Thursday, January 19, 2017

The Creamsicle Cabinet

When Trump says "Make America Great Again" judging from his cabinet selections "America" is about 90% white men, a few white women, Ben Carson, Nikki Haley, and Mitch McConnell's wife, Elaine Chao.  With Trump reportedly tapping former Georgia GOP Gov. Sonny Perdue as Agriculture Secretary, that means for the first time since 1988 there will be no Hispanic members in the Cabinet.

Donald Trump's Cabinet is poised to become the first since 1988 without any Hispanic officials — a huge disappointment for members of the nation's second-largest ethnic group — as reports indicate he'll tap former Georgia Gov. Sonny Perdue for agriculture secretary.

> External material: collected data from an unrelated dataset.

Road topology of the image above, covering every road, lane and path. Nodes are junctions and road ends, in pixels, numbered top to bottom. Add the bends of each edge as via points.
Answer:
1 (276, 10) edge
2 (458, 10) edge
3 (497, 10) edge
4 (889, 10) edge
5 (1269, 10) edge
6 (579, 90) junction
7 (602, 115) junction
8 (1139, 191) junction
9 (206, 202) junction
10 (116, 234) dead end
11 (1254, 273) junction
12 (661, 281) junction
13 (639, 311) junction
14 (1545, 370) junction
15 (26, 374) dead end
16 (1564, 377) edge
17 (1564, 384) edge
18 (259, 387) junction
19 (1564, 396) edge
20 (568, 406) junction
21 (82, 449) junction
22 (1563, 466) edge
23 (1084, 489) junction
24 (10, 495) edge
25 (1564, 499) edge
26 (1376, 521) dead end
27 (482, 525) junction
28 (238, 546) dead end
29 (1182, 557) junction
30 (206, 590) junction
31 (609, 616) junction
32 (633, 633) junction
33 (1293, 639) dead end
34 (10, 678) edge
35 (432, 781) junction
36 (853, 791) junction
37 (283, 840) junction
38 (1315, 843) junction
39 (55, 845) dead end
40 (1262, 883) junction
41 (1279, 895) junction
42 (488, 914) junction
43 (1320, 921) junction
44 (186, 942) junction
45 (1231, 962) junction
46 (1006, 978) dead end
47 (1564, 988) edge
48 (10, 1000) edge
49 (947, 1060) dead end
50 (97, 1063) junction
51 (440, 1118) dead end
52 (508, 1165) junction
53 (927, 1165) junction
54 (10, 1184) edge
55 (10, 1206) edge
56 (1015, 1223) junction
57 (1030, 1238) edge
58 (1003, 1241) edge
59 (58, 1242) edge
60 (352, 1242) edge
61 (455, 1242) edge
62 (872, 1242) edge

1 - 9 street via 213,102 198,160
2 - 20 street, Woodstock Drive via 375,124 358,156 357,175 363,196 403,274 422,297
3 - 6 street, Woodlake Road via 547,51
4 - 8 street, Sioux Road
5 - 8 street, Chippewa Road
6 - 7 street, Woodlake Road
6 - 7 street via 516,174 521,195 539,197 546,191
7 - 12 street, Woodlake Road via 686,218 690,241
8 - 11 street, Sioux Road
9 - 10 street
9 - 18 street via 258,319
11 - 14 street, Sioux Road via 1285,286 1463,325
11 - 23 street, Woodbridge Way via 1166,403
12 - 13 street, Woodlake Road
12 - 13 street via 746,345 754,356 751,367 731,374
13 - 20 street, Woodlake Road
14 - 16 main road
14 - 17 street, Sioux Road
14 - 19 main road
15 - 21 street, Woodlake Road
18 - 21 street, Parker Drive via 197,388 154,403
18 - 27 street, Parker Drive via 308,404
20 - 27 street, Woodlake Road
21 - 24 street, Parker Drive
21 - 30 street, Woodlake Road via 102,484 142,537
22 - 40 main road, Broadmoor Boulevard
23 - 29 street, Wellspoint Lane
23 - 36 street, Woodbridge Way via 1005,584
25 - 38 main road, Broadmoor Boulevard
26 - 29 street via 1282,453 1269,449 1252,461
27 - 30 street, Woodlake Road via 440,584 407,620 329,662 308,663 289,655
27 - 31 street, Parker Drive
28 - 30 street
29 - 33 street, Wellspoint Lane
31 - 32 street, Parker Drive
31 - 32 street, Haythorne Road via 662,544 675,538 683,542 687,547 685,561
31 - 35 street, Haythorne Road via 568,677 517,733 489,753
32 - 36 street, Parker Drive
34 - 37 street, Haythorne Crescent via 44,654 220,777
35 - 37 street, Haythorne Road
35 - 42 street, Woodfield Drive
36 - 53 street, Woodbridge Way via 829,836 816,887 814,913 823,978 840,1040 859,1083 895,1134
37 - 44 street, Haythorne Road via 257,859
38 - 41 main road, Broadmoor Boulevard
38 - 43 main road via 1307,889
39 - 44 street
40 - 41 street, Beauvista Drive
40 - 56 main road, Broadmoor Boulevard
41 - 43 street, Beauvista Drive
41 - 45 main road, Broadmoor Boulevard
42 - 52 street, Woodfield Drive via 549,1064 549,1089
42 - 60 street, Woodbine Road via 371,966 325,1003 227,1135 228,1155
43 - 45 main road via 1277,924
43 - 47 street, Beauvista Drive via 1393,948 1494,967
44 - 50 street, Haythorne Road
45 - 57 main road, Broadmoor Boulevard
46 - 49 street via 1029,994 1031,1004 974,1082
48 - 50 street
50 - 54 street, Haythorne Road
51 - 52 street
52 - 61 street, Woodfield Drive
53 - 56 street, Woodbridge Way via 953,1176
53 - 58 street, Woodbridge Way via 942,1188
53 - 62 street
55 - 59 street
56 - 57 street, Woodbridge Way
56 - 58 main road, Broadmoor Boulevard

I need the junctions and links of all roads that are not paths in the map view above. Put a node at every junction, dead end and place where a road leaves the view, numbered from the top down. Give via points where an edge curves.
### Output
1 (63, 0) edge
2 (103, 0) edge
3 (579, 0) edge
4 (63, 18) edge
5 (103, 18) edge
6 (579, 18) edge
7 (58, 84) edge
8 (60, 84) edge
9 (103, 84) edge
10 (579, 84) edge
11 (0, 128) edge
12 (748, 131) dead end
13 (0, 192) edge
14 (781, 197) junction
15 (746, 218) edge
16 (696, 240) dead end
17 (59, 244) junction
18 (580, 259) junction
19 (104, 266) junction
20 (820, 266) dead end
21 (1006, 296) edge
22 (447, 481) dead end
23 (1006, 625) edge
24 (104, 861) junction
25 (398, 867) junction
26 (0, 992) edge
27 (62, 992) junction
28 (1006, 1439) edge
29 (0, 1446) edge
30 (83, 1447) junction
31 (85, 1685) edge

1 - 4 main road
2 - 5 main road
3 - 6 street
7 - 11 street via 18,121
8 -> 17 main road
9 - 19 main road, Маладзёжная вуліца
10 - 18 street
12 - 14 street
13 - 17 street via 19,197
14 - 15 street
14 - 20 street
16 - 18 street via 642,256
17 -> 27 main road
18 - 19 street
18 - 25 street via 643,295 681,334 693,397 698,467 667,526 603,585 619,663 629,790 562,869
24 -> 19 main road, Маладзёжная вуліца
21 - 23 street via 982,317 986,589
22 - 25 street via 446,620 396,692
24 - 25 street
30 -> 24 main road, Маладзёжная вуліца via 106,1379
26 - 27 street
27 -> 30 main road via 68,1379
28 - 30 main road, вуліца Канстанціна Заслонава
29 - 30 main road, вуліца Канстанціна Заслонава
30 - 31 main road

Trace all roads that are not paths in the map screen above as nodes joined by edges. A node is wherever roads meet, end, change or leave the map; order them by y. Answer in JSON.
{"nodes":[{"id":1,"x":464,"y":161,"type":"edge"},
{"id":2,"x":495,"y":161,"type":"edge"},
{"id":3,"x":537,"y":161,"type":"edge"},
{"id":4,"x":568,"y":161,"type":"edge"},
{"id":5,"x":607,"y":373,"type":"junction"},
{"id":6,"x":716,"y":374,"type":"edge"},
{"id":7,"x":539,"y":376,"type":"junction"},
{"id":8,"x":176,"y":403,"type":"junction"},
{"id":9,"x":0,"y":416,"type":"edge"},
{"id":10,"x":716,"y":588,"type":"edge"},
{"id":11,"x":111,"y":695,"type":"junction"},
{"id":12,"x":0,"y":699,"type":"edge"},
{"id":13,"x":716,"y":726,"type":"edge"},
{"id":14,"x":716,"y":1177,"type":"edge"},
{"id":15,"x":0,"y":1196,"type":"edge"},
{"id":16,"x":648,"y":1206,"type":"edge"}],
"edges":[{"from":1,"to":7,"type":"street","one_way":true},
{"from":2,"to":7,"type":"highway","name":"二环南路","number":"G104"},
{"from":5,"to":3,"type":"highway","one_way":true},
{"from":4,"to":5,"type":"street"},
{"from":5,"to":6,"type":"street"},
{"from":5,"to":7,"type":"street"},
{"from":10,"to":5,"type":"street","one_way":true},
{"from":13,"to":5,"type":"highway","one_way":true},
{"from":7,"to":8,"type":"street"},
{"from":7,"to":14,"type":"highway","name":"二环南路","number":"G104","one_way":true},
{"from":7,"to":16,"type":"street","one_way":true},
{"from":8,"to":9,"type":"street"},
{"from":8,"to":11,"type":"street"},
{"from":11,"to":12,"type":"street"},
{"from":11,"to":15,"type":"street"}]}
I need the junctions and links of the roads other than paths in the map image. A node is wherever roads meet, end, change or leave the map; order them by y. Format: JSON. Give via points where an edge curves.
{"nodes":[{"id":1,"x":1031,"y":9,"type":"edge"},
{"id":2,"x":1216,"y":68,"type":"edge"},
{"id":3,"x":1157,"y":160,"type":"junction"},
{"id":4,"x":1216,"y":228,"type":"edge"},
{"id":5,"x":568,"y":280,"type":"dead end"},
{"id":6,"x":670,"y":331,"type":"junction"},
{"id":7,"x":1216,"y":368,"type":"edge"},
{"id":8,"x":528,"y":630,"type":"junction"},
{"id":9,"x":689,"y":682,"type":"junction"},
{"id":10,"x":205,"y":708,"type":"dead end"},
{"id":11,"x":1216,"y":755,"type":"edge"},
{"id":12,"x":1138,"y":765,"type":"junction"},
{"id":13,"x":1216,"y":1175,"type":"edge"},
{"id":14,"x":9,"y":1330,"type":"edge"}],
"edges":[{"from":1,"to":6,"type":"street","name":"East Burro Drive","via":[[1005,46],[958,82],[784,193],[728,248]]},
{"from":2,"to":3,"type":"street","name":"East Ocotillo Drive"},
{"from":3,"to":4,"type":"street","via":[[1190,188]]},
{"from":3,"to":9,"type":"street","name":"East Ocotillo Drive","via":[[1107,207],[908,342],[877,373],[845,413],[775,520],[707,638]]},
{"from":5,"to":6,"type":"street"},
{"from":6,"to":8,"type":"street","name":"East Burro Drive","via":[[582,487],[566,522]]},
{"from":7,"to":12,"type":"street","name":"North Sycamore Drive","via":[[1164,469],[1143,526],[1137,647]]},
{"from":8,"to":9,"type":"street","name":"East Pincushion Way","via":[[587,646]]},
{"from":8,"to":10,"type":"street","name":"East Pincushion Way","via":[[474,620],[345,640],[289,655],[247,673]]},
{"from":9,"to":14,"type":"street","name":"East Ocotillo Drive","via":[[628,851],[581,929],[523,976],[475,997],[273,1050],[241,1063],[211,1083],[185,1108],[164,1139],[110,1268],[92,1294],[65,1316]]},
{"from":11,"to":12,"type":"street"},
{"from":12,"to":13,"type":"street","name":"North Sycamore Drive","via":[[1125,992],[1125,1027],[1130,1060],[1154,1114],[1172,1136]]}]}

Two Hispanic Texans were under consideration for the post: former U.S. Rep. Henry Bonilla, a San Antonio Republican, and Elsa Murano, a former Texas A&M president and former undersecretary for food safety.

"We're extremely worried. This is anti-democratic," Hector Sanchez, chairman of the National Hispanic Leadership Agenda, an umbrella group of 40 advocacy organizations, asserting that Trump is undoing decades of progress toward more inclusion.

Ronald Reagan named the first Latino to the Cabinet in 1988 when he picked Texas Democrat Lauro Cavazos for education secretary. Cavazos, a former Texas Tech president, stayed on under George Bush. Every president since, from both parties, has had at least one Hispanic in the Cabinet at all times.

"Trump has not only been the most anti-Latino, anti-immigrant president in the history of the nation. By not including Latinos in the Cabinet he is just showing how he is planning to govern," Sanchez said, noting that Latinos now account for 17 percent of the U.S. population. 

Carson has zero experience in running an agency like HUD (and has said so), Haley has zero foreign policy experience (and has said so), and ironically the one actual person in the Orange Cabinet who is actually qualified to be there is Chao, as Dubya's former Labor Secretary, as an obvious sop to her husband.

I'm thinking that it's almost an accident that Trump's cabinet has any diversity in it at all.  Hispanic voters should definitely be thinking that.  And Mouth of Sauron Sean Spicer?

Asked Wednesday about the dearth of Hispanics in the Cabinet, Trump spokesman Sean Spicer called it more important to pick people who can do the jobs well.

"He has continued to seek out the best and the brightest to fill out his Cabinet," Spicer said. "We have 5,000 positions and I think you're going to see a very strong presence of the Hispanic community" among senior administration appointments and White House staff.

"I don't have any concern about diversity," he said.

It's pretty apparent you don't, guys.